After duty at Eniwetok from January to June 1958, she operated in the western Pacific from October 1958 to March 1959. In May 1959 she joined a landing exercise at Camp Pendleton. On WestPac tour from October 1958 to April 1959, she was station ship at Hong Kong in January and February, and participated in a joint landing exercise at Taiwan in March. Again in the Far East from April to 5 December 1961, she sailed to Okinawa, Subic Bay, Hong Kong, Taiwan, and Yokosuka.

===Cuban Missile Crisis===
Following West Coast duties in early 1962, she headed for the Caribbean 27 October 1962 in response to the Cuban Missile Crisis, returning to San Diego 13 December. Deployed to WestPac from December 1962 to May 1963, she ended 1963 in West Coast operations.

===Role in Hollywood film===
Sailing for WestPac in June 1964, she participated in the filming on Oahu, Hawaii, of Otto Preminger's movie In Harm's Way in July.

===Vietnam War===
In response to the Gulf of Tonkin Incident in August, she ranged the coast of Vietnam from Da Nang to Saigon with 1,350 marines on alert status for 67 consecutive days. Replenished at Yokosuka, she performed similar duty off Vietnam in November, before returning to San Diego on 18 December.
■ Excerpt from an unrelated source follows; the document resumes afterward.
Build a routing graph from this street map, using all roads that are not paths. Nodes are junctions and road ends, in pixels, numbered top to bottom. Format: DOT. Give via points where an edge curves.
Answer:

After a landing exercise at Camp Pendleton, California, in March 1965, her WestPac tour of May to August took her to Hawaii, Okinawa, Da Nang, Qui Nhon, Sasebo, and Yokosuka. After local duty, she began her WestPac tour of March 1966 to October, carrying marines to Okinawa and Chu Lai, Vietnam, before serving as station ship at Da Nang in August and September.

==Decommission==
In 1967 she prepared for deactivation. Transferred to the Maritime Administration (MARAD) 23 April 1968, she joined the National Defense Reserve Fleet, Suisun Bay, California. She was redesignated an amphibious transport (LPA-227) on 1 January 1969. She was struck from the Naval Vessel Register on 1 September 1976 and disposed of by MARAD on 19 February 1982. Her final disposition is unknown.
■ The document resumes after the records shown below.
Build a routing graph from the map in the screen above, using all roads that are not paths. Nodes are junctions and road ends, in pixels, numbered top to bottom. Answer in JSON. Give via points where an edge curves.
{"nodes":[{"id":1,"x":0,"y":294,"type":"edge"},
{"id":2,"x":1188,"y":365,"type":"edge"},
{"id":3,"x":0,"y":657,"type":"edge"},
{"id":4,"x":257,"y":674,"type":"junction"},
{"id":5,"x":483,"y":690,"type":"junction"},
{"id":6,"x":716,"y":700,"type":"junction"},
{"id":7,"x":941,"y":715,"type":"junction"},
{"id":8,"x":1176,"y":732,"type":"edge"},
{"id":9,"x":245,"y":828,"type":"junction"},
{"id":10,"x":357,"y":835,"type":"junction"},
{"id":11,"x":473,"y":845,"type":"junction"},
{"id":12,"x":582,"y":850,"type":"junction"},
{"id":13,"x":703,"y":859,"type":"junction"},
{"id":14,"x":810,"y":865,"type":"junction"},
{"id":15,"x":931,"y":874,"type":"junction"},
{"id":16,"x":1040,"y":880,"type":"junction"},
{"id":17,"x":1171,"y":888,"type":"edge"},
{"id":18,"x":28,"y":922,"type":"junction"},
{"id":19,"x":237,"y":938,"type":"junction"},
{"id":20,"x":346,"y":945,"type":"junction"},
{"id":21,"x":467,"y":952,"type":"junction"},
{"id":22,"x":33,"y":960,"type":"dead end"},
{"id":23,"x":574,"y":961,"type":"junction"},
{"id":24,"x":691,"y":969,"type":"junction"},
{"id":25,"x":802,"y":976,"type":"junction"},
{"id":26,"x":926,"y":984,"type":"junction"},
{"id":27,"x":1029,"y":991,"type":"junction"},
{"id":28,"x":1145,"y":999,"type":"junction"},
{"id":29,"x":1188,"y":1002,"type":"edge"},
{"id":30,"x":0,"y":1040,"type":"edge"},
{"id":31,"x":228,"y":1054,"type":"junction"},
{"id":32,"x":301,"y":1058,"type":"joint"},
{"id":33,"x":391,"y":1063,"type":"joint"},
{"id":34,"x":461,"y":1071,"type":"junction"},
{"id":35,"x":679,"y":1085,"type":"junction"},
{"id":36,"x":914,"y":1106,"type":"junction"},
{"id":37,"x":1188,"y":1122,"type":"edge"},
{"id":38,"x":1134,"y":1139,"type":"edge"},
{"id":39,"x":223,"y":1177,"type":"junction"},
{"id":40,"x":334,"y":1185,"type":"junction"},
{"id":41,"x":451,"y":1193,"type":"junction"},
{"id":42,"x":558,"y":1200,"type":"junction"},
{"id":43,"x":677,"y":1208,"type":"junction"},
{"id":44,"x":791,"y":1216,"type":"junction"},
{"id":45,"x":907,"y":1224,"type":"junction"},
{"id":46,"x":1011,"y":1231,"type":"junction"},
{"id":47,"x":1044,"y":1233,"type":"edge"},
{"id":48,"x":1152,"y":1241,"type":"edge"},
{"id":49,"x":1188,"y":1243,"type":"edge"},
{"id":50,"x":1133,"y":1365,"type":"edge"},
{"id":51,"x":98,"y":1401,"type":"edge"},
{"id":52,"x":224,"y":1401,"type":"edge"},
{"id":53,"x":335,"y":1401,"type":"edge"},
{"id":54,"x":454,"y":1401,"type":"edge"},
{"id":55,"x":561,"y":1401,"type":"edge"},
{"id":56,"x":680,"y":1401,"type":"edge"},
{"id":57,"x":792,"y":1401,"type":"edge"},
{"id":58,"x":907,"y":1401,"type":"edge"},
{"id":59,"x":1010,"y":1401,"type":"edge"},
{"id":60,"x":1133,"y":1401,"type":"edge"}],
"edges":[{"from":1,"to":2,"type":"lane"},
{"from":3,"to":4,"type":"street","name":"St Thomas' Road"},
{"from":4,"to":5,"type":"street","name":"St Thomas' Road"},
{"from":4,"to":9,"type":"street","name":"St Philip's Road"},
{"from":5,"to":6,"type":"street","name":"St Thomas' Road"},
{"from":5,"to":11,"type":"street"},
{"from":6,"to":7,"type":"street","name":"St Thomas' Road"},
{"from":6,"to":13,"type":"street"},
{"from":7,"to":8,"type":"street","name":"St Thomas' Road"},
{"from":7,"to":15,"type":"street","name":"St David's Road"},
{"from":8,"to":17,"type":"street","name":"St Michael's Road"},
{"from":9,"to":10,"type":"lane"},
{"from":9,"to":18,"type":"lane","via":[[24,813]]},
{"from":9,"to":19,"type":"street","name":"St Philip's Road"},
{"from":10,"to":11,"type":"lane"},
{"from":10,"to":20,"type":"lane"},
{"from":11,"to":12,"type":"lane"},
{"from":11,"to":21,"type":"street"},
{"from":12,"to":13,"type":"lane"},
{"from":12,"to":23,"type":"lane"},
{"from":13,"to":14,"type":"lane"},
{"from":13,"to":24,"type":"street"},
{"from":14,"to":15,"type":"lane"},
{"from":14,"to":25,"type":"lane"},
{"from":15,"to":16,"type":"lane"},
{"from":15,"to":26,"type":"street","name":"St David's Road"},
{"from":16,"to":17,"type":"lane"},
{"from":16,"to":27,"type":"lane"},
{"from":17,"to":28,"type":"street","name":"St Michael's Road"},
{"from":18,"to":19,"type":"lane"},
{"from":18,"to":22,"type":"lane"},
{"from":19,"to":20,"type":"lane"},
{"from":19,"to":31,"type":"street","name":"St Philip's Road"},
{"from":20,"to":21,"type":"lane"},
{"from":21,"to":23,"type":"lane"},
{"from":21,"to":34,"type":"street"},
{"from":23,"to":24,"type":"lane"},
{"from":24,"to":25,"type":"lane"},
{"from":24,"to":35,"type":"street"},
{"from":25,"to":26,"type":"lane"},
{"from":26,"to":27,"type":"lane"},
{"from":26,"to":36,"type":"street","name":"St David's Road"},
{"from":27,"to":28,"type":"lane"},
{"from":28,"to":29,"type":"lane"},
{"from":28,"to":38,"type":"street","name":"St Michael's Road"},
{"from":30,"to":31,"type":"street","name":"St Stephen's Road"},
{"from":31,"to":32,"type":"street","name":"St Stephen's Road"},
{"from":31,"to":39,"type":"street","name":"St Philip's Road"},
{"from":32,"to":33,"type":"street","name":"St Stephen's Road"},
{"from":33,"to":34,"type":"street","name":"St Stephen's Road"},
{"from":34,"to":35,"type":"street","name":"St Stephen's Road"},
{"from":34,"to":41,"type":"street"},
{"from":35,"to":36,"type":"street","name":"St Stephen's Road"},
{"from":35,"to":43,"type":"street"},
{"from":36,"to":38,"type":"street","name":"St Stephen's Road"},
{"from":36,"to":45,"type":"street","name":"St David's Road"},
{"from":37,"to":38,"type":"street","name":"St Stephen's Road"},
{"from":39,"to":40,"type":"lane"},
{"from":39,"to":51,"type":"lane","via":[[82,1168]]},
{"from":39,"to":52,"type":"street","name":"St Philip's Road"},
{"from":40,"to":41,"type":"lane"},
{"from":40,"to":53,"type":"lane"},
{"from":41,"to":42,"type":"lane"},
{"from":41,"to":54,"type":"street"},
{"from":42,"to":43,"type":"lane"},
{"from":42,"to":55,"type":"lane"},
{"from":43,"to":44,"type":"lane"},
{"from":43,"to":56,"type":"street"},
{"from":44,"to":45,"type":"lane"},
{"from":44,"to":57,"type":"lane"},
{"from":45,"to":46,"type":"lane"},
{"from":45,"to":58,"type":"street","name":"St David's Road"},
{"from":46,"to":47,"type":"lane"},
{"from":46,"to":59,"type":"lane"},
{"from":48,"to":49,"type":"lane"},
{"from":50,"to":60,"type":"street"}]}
On the disposition of the USS Renville, APA-227.
A letter from Mr. Shawn Ireland, MARAD, Ship Disposal Program, dated 19 March 2007.
"I was able to locate some additional information regarding the subject vessel and the transaction (its disposal). The Trade-in Exchange Program was enacted by Congress to allow MARAD to add vessels to the National Defense Reserve Fleet that, according to their owners, had become economically obsolete, but were still operable and could suit the NDRF sea lift purpose. The trade-in vessels had to be constructed in the United States and must not have been documented under a foreign flag. This program allowed US Flag vessel owners to trade in there economically obsolete ships in exchange for older vessels in the NDRF that were scheduled for scrapping. The vessels removed from the NDRF had to be scrapped and could not be used for operations.
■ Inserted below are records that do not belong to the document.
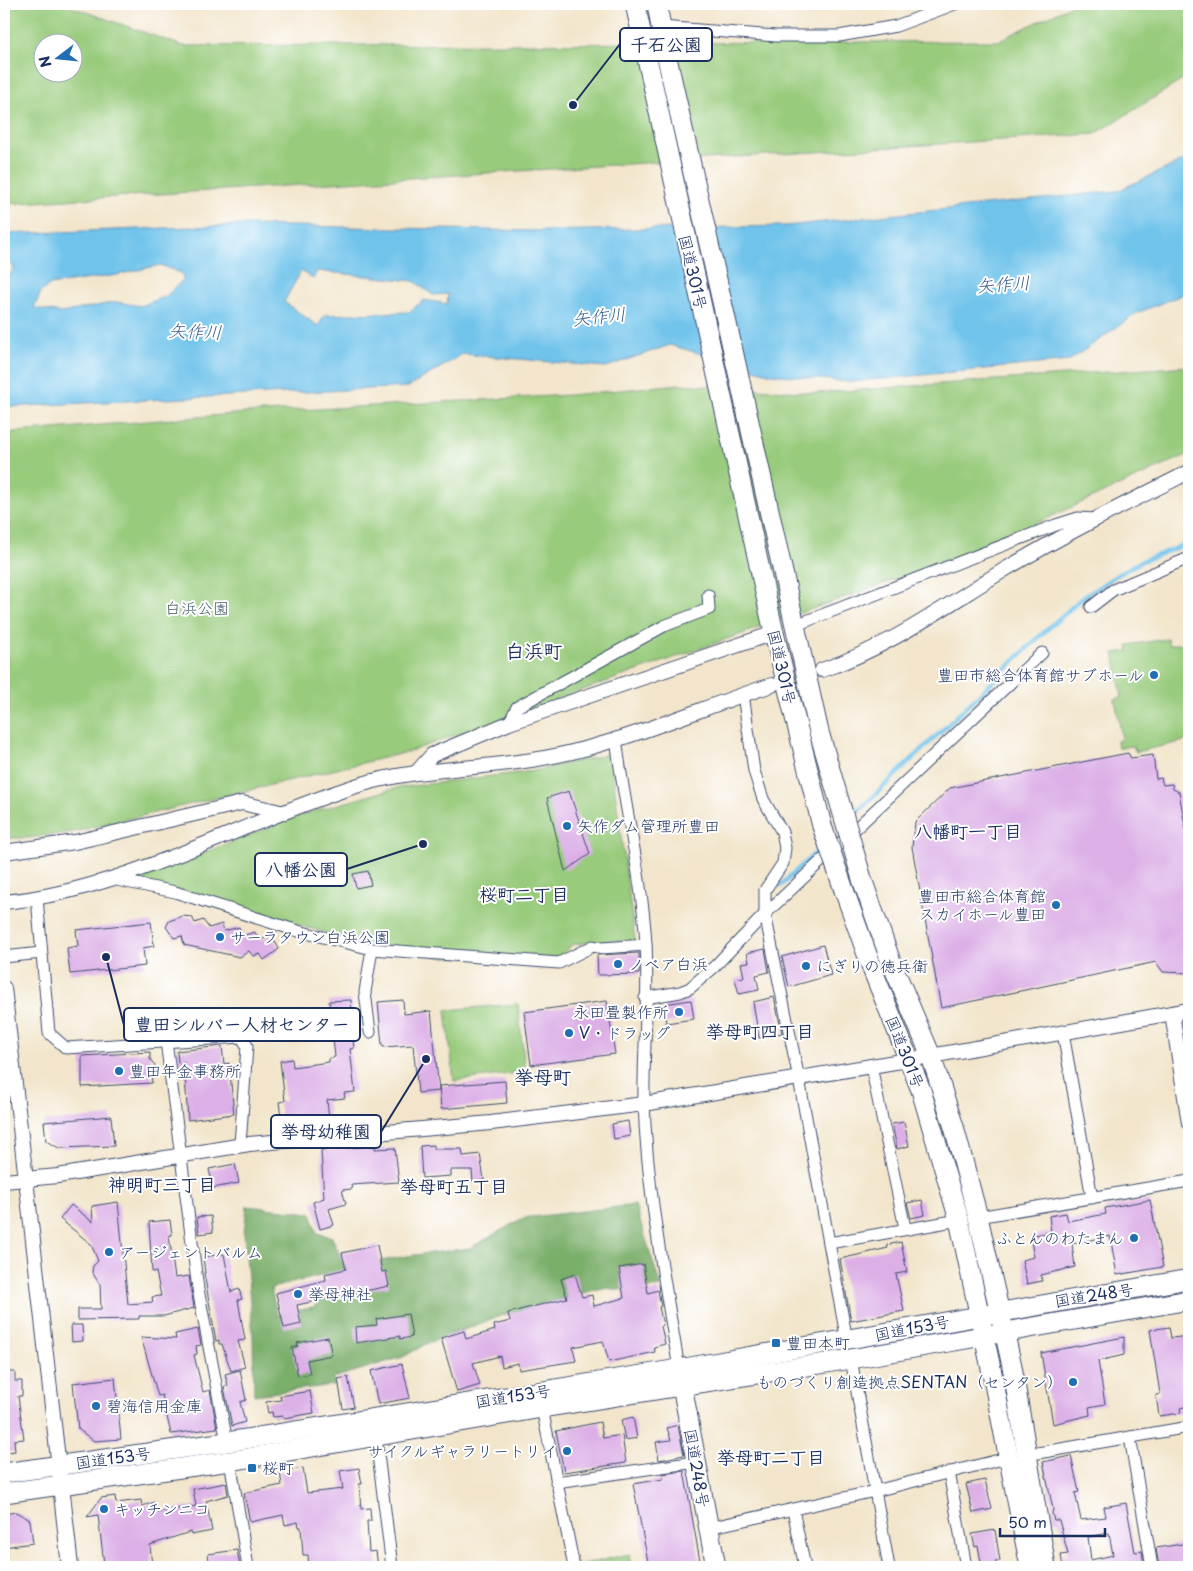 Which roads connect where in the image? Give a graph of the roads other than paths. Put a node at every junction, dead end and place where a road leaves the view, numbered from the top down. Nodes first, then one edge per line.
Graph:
1 (634, 4) edge
2 (658, 4) edge
3 (955, 4) edge
4 (662, 34) junction
5 (1189, 472) edge
6 (1095, 518) junction
7 (1189, 558) edge
8 (708, 595) dead end
9 (1091, 607) dead end
10 (796, 625) junction
11 (774, 633) junction
12 (1042, 653) dead end
13 (822, 670) dead end
14 (772, 685) dead end
15 (743, 694) junction
16 (509, 723) junction
17 (616, 738) junction
18 (416, 774) junction
19 (280, 812) junction
20 (4, 852) edge
21 (110, 878) junction
22 (37, 898) junction
23 (4, 902) edge
24 (765, 914) junction
25 (646, 945) junction
26 (372, 949) junction
27 (40, 953) junction
28 (4, 957) edge
29 (4, 988) edge
30 (645, 997) junction
31 (1189, 1010) edge
32 (1172, 1013) junction
33 (370, 1032) dead end
34 (1063, 1033) junction
35 (166, 1042) junction
36 (932, 1056) junction
37 (908, 1059) junction
38 (871, 1066) junction
39 (799, 1079) junction
40 (644, 1104) junction
41 (1189, 1123) edge
42 (240, 1146) junction
43 (182, 1154) junction
44 (26, 1178) junction
45 (4, 1180) edge
46 (1189, 1181) edge
47 (1092, 1198) junction
48 (978, 1217) junction
49 (959, 1220) junction
50 (905, 1228) junction
51 (829, 1243) junction
52 (1189, 1279) edge
53 (1189, 1300) edge
54 (1000, 1311) junction
55 (979, 1315) junction
56 (1004, 1331) junction
57 (984, 1335) junction
58 (847, 1341) junction
59 (851, 1359) junction
60 (680, 1378) junction
61 (542, 1408) junction
62 (375, 1427) junction
63 (1189, 1428) edge
64 (1130, 1437) junction
65 (227, 1442) junction
66 (1026, 1456) junction
67 (1007, 1458) junction
68 (230, 1461) junction
69 (696, 1462) junction
70 (60, 1465) junction
71 (949, 1472) junction
72 (4, 1473) edge
73 (556, 1482) junction
74 (61, 1485) junction
75 (875, 1491) junction
76 (4, 1493) edge
77 (794, 1510) junction
78 (708, 1528) junction
79 (70, 1567) edge
80 (248, 1567) edge
81 (392, 1567) edge
82 (574, 1567) edge
83 (716, 1567) edge
84 (805, 1567) edge
85 (889, 1567) edge
86 (966, 1567) edge
87 (1030, 1567) edge
88 (1046, 1567) edge
89 (1152, 1567) edge

1 - 11 highway, 国道301号
2 - 4 highway, 国道301号
3 - 4 street
4 - 10 highway, 国道301号
5 - 6 street
6 - 10 street
6 - 13 street
7 - 9 street
8 - 16 street
10 - 36 highway, 国道301号, bridge
11 - 16 street
11 - 37 highway, 国道301号, bridge
12 - 24 street
14 - 15 street
15 - 17 street
15 - 24 street
16 - 18 street
17 - 18 street
17 - 25 street
18 - 19 street
19 - 20 street
19 - 21 street
21 - 22 street
21 - 26 street
22 - 23 street
22 - 27 street
24 - 30 street
24 - 39 street
25 - 26 street
25 - 30 street
26 - 33 street
27 - 28 street
27 - 35 street
29 - 44 street
30 - 40 street
31 - 32 street
32 - 34 street
32 - 41 street
34 - 36 street
34 - 47 street
35 - 42 street
35 - 43 street
36 - 37 street
36 - 48 highway, 国道301号
37 - 38 street
37 - 49 highway, 国道301号
38 - 39 street
38 - 50 street
39 - 40 street
39 - 51 street
40 - 42 street
40 - 60 street
42 - 43 street
43 - 44 street
43 - 65 street
44 - 45 street
44 - 70 street
46 - 47 street
47 - 48 street
48 - 54 highway, 国道301号
49 - 50 street
49 - 55 highway, 国道301号
50 - 51 street
51 - 58 street
52 - 54 highway, 国道248号
53 - 56 highway, 国道248号
54 - 55 highway, 国道153号
54 - 56 highway
55 - 57 highway, 国道301号
55 - 58 highway, 国道153号
56 - 57 highway, 国道153号
56 - 66 highway
57 - 59 highway, 国道153号
57 - 67 highway
58 - 60 highway, 国道153号
59 - 60 highway, 国道153号
59 - 75 street
60 - 61 highway, 国道153号
60 - 62 highway, 国道153号
60 - 69 highway, 国道248号
61 - 62 highway, 国道153号
61 - 73 street
62 - 65 highway, 国道153号
62 - 68 highway, 国道153号
62 - 81 street
63 - 64 street
64 - 66 street
64 - 89 street
65 - 70 highway, 国道153号
66 - 88 highway
67 - 71 street
67 - 87 highway
68 - 74 highway, 国道153号
68 - 80 street
69 - 73 street
69 - 78 highway, 国道248号
70 - 72 highway, 国道153号
70 - 74 street
71 - 75 street
71 - 86 street
73 - 82 street
74 - 76 highway, 国道153号
74 - 79 main road
75 - 77 street
75 - 85 street
77 - 78 street
77 - 84 street
78 - 83 highway, 国道248号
MARAD, Farrell Lines Inc., and C.W. Enterprises and Investments Inc. entered into agreements on 19 February 1982, which consisted of the following.
1. Farrell Lines would trade in the vessel AMBASSADOR and receive (4) obsolete NDRF vessels, the BEXAR (LPA-237), the RENVILLE (APA-227), the NAVARRO (LPA-215), and the BOLLINGER (LPA-234).
2. Contract MA-10708, between MARAD, Farrell Lines Inc., and C.W. Enterprises and Investments Inc., transferred title to the vessel to Farrell and then immediately to C.W. Enterprises for the sole purpose of
scrapping the vessels in either Taiwan or South Korea. The contract is explicit, in that the vessels must be scrapped.
C.W. Enterprise and Investments sounds like a broker, who in turn would sell the vessels for scrap to the highest bidder in either Taiwan or South Korea.
I am positive that the RENVILLE, along with the three other ships, were scrapped in Taiwan or South Korea."
Submitted by R.R. Bradshaw

==Decorations==
Renville received one battle star for World War II service, two for the Korean War, and four for the Vietnam War.